Penelitian ini menunjukkan bahwa dalam era globalisasi ini, media tidak lagi dilihat dan dikelola sebagai entitas bisnis special dengan tata kelola khusus. Sebaliknya, media diperlakukan layaknya entitas bisnis biasanya yang dikelola dengan menggunakan logika-logika industri pada umumnya. Maka tidak mengherankan bila tata kelola media tidak jauh dari tata kelola bisnis pada umumnya yang mengedepankan spirit khas kapitalisme dalam mengelola bisnis, yaitu pengeluaran biaya sedikit mungkin untuk mencapai laba sebesar mungkin. Dalam konteks produksi program siaran dunia media, hal itu kemudian diterjemahkan dengan penetapan share dan rating menjadi satu-satunya justifikasi dari kesuksesan sebuah program.

Akibatnya, pengelola media berupaya dengan berbagai cara untuk mencapai rating yang tinggi sehingga terjadilah komodifikasi pekerja. Para pekerja televisi dikondisikan untuk bekerja mati-matian tanpa pernah memperhatikan jam kerja dan hak-hak dasar mereka demi tercapainya rating yang tinggi. Dengan slogan profesionalisme dan tuntutan kerja, mereka sering bekerja dengan beban yang lebih, tapi dengan penghasilan yang pas-pasan. Banyak pekerja media yang dituntut multi tasking (mempunyai peran dan tanggungjawab yang lebih banyak) tetapi tidak digaji semestinya. Celakanya, sebagian besar pekerja media televisi menikmatinya dan terjebak dalam suatu kesadaran palsu yang membuai kehidupan mereka.

Penelitian merupakan penelitian kualitatif dengan paradigma kritis. Teori yang digunakan adalah teori ekonomi politik media yang dikembangkan oleh Vincent Mosco. Peneliti juga menggunakan teori strukturasi untuk melihat bagaimana agen dan struktur melakukan constraining dan enabling.
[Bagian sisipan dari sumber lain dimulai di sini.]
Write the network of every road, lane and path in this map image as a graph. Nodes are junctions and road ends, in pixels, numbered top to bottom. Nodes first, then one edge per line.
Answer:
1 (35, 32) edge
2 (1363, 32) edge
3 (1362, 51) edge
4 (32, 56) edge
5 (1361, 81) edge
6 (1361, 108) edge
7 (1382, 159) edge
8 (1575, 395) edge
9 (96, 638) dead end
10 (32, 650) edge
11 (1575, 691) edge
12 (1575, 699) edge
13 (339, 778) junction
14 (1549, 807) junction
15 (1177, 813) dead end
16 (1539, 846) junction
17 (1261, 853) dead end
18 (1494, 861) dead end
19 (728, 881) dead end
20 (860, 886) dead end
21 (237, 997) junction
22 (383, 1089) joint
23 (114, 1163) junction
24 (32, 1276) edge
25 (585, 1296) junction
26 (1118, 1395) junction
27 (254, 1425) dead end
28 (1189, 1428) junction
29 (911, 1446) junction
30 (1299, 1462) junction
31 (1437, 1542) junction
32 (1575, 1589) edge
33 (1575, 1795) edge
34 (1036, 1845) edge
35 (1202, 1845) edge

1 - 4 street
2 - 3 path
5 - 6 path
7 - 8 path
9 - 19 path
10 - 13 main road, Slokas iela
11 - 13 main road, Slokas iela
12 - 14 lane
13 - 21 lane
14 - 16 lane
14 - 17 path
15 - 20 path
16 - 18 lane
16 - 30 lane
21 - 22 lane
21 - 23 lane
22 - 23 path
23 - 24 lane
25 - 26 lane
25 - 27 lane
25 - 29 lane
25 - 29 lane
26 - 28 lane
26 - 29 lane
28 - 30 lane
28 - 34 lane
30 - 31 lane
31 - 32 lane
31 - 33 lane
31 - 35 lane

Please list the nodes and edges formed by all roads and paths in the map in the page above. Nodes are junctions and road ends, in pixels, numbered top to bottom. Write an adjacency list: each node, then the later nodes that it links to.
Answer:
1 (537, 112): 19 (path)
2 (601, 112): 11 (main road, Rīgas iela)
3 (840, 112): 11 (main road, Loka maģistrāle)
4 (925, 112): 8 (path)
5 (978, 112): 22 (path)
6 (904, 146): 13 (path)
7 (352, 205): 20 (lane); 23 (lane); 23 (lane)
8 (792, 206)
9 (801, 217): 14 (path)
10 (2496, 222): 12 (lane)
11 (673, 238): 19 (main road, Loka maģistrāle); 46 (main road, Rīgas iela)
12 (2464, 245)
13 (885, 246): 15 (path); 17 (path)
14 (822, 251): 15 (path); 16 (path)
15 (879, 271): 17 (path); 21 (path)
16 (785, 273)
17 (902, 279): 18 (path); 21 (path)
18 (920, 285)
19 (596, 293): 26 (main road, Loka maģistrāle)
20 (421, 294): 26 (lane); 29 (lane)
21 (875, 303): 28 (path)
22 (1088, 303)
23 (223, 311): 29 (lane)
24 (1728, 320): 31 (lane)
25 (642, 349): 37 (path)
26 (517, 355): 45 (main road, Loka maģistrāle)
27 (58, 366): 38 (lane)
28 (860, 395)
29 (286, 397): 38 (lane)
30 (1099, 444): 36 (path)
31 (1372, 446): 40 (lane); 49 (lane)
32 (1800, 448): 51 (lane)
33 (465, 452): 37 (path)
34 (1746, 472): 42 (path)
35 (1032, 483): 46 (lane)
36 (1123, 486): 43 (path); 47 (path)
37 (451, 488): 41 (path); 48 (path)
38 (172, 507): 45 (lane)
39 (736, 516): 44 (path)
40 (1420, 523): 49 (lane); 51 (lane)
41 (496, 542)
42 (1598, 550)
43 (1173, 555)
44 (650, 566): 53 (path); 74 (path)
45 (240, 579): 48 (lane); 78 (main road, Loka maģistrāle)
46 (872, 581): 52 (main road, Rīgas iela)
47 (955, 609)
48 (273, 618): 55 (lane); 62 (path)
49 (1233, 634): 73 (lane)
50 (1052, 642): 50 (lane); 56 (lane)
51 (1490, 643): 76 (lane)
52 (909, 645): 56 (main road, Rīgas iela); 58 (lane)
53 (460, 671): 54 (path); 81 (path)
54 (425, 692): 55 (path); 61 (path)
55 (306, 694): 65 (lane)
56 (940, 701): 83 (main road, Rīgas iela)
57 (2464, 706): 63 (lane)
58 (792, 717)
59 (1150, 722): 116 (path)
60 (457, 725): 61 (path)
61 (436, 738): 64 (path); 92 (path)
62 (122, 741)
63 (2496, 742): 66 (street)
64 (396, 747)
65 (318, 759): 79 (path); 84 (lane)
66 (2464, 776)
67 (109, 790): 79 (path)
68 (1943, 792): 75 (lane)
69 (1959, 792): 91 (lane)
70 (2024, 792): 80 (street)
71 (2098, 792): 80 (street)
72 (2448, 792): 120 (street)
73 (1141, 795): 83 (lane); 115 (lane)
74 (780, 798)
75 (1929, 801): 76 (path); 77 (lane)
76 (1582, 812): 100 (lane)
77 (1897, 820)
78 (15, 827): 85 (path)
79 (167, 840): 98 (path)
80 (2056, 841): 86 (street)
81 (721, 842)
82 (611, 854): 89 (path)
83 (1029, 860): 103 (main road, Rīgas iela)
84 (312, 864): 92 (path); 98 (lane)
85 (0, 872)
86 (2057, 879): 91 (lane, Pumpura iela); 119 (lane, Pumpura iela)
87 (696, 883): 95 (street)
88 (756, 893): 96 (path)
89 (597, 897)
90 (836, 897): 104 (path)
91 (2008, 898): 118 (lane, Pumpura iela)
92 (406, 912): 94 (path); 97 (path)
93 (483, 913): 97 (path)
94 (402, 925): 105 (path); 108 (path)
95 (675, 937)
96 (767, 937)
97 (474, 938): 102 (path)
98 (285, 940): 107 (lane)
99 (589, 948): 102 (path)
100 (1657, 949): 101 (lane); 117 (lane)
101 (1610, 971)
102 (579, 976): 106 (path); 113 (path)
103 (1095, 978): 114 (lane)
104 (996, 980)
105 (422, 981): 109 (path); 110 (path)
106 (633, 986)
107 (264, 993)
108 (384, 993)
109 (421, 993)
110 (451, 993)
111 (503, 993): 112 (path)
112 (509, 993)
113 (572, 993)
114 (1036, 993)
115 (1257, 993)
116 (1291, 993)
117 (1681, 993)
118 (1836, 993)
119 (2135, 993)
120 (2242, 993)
Fokus penelitian ini adalah tentang komodifikasi pekerja media, dimana peneliti berusaha untuk menngungkap bagaimana komodifikasi pekerja media terjadi dalam produksi program siaran televisi dan bagaimana kesadaran palsu pekerja media berperanan besar dalam memperkokoh komodifikasi tersebut.

Hasil dari penelitian ini antara lain: komodifikasi pekerja televise di Indonesia muncul dalam bentuk eksploitasi pekerja yang telah dimulai sejak persetujuan kontrak kerja. Struktur eksploitatif ini kemudian diterima pekerja dan direproduksi dalam sistem kerja televise di Indonesia. Reproduksi struktur eksploitatif ini pada dasarnya merupakan perwujudan atau cermin dari “ketidakberdayaan” pekerja terhadap struktur eksploitatif yang ada. Ketidakberdayaan pekerja ini pada dasarnya merupakan sedimentasi dari keberulangan praktek sosial yang “salah” tetapi tidak dikritik atau dipertanyakan oleh agen. Para agen justru hidup dalam kesadaran palsu yang membelenggu sedari awal bekerja di industri televisi dan justru menikmatinya sebagai bentuk pencapaian hidup.


This Research demonstrate that in globalization era, the media no longer seen and managed as a special business entity with special management. On the contrary, the media is treated like an ordinary business entity that is managed with the logic of industry in general. Capitalist has penetrated into the world of media (including television) in Indonesia and ultimately leads to the fulfillment of the "economic interest" of capital owners, translated by rating placement as central to all broadcasting management. As aresult, media managers strive with various ways to achieve a high rating so that there is a labor commodification. Television labor are conditioned to work desperately without ever paying attention to their working hours and basic rights in order to achieve a high rating.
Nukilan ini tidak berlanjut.